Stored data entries
-------------------------
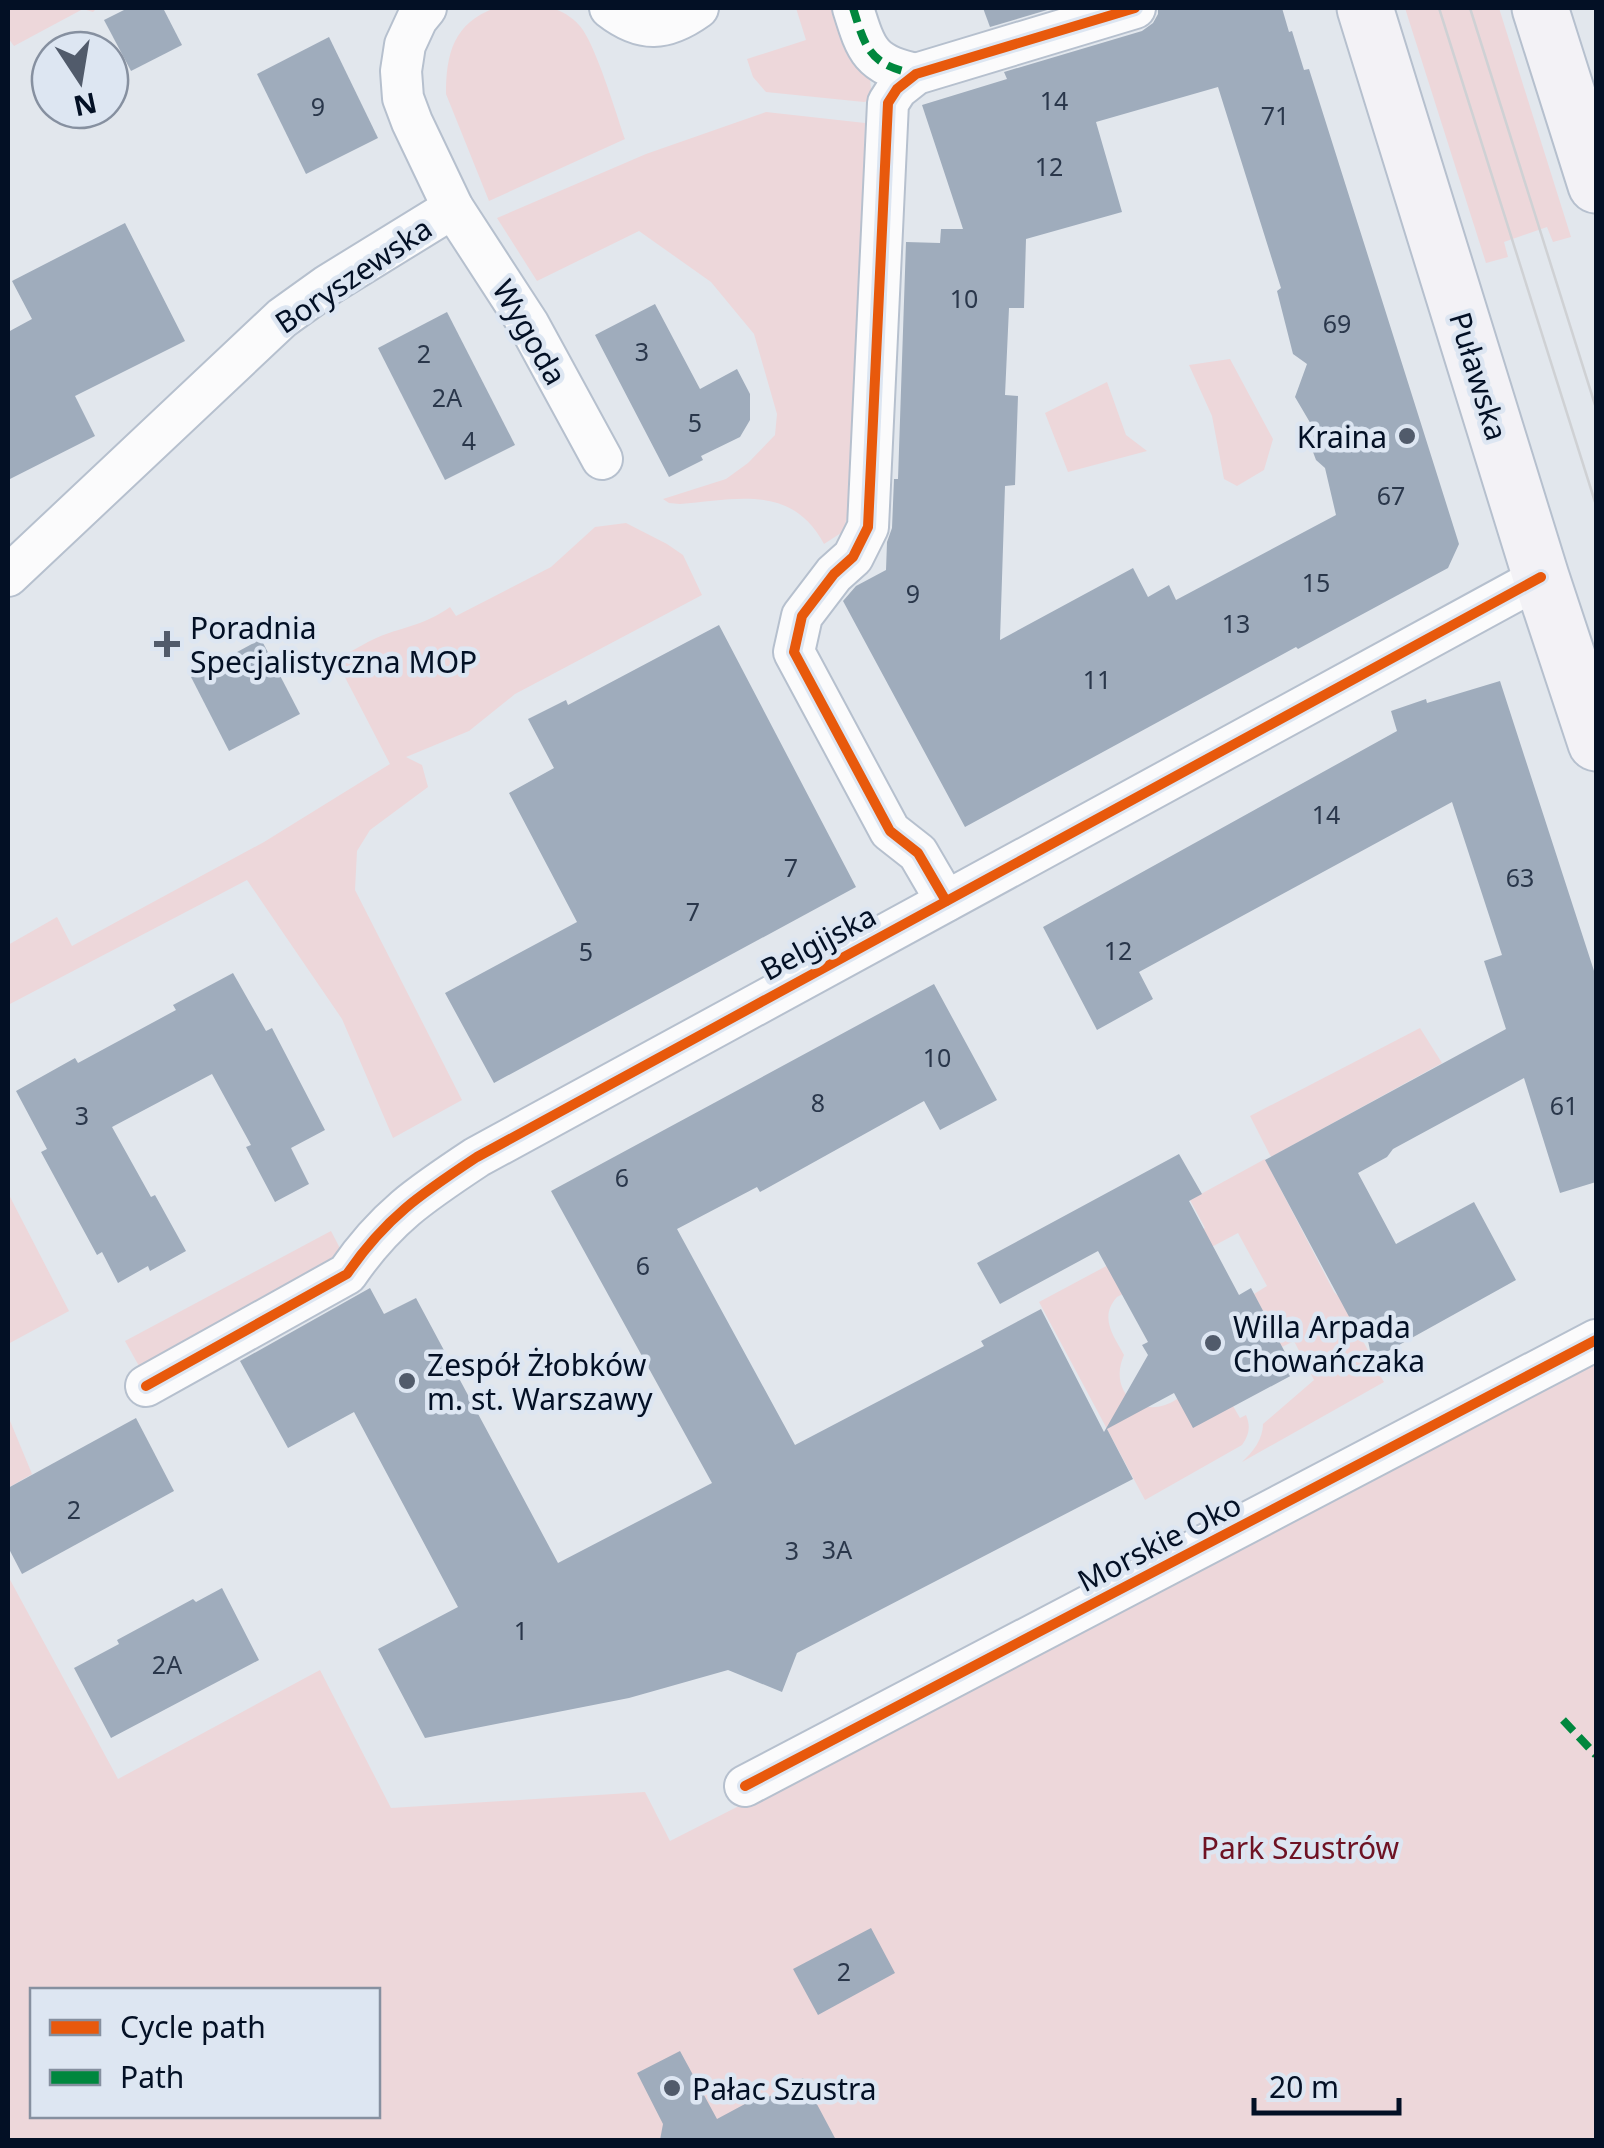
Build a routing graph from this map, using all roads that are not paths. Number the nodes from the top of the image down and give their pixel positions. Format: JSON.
{"nodes":[{"id":1,"x":426,"y":8,"type":"edge"},
{"id":2,"x":610,"y":8,"type":"edge"},
{"id":3,"x":698,"y":8,"type":"edge"},
{"id":4,"x":853,"y":8,"type":"edge"},
{"id":5,"x":1136,"y":8,"type":"edge"},
{"id":6,"x":1365,"y":8,"type":"edge"},
{"id":7,"x":1540,"y":8,"type":"edge"},
{"id":8,"x":916,"y":74,"type":"junction"},
{"id":9,"x":1579,"y":82,"type":"edge"},
{"id":10,"x":1596,"y":185,"type":"edge"},
{"id":11,"x":453,"y":208,"type":"junction"},
{"id":12,"x":602,"y":459,"type":"dead end"},
{"id":13,"x":8,"y":576,"type":"edge"},
{"id":14,"x":1541,"y":576,"type":"junction"},
{"id":15,"x":1596,"y":743,"type":"edge"},
{"id":16,"x":946,"y":901,"type":"junction"},
{"id":17,"x":1596,"y":1340,"type":"edge"},
{"id":18,"x":146,"y":1386,"type":"dead end"},
{"id":19,"x":744,"y":1786,"type":"dead end"}],
"edges":[{"from":1,"to":11,"type":"street","name":"Boryszewska"},
{"from":2,"to":3,"type":"street"},
{"from":4,"to":8,"type":"street"},
{"from":5,"to":8,"type":"street"},
{"from":6,"to":14,"type":"main road","name":"Puławska"},
{"from":7,"to":9,"type":"main road"},
{"from":8,"to":16,"type":"street"},
{"from":9,"to":10,"type":"main road"},
{"from":11,"to":12,"type":"street","name":"Wygoda"},
{"from":11,"to":13,"type":"street","name":"Boryszewska"},
{"from":14,"to":15,"type":"main road","name":"Puławska"},
{"from":14,"to":16,"type":"street","name":"Belgijska"},
{"from":16,"to":18,"type":"street","name":"Belgijska"},
{"from":17,"to":19,"type":"street","name":"Morskie Oko"}]}
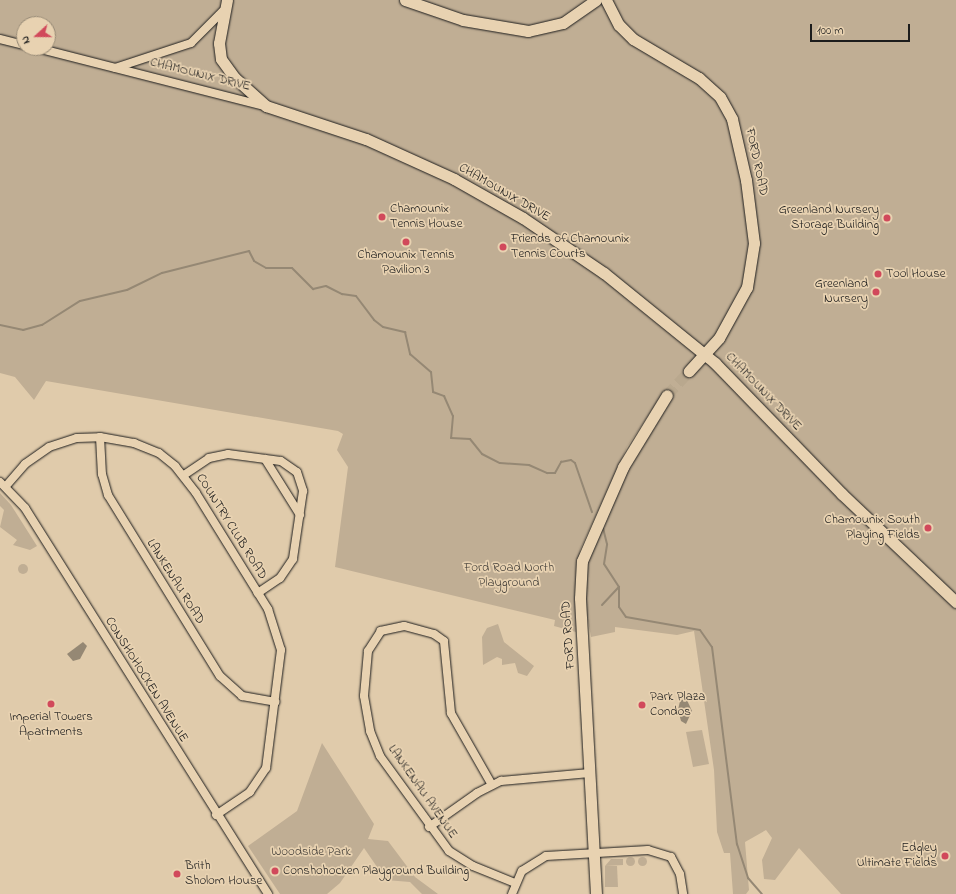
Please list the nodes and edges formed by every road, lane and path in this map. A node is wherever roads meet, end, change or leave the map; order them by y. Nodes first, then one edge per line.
1 (227, 0) edge
2 (405, 0) edge
3 (596, 0) edge
4 (606, 0) edge
5 (223, 11) junction
6 (0, 39) edge
7 (16, 43) edge
8 (56, 53) edge
9 (115, 68) junction
10 (266, 106) junction
11 (705, 354) junction
12 (689, 370) tunnel mouth
13 (667, 395) tunnel mouth
14 (100, 437) junction
15 (265, 459) junction
16 (184, 475) junction
17 (3, 484) edge
18 (300, 515) junction
19 (258, 593) junction
20 (956, 602) edge
21 (275, 702) junction
22 (590, 773) junction
23 (492, 785) junction
24 (216, 815) junction
25 (429, 827) junction
26 (594, 852) junction
27 (515, 883) junction
28 (268, 894) edge
29 (512, 894) edge
30 (596, 894) edge
31 (683, 894) edge

1 - 5 street
2 - 3 street
4 - 11 street, FORD ROAD
5 - 9 street
5 - 10 street
6 - 7 street
8 - 9 street, CHAMOUNIX DRIVE
9 - 10 street, CHAMOUNIX DRIVE
10 - 11 street, CHAMOUNIX DRIVE
11 - 12 street, FORD ROAD
11 - 20 street, CHAMOUNIX DRIVE
13 - 22 street, FORD ROAD
14 - 16 street, COUNTRY CLUB ROAD
14 - 17 street, COUNTRY CLUB ROAD
14 - 21 street, LANKENAU ROAD
15 - 16 street
15 - 18 street
15 - 18 street
16 - 19 street, COUNTRY CLUB ROAD
17 - 24 street, CONSHOHOCKEN AVENUE
18 - 19 street
19 - 21 street, COUNTRY CLUB ROAD
21 - 24 street, COUNTRY CLUB ROAD
22 - 23 street
22 - 26 street, FORD ROAD
23 - 25 street
23 - 25 street, LANKENAU AVENUE
24 - 28 street, CONSHOHOCKEN AVENUE
25 - 27 street, LANKENAU AVENUE
26 - 27 street
26 - 30 street, FORD ROAD
26 - 31 street
27 - 29 street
-------------------------
* [TASK ITEM] Scan each line above for the string "Puławska". Give the tally and nothing else.

* [RESPONSE TO THIS TASK] 2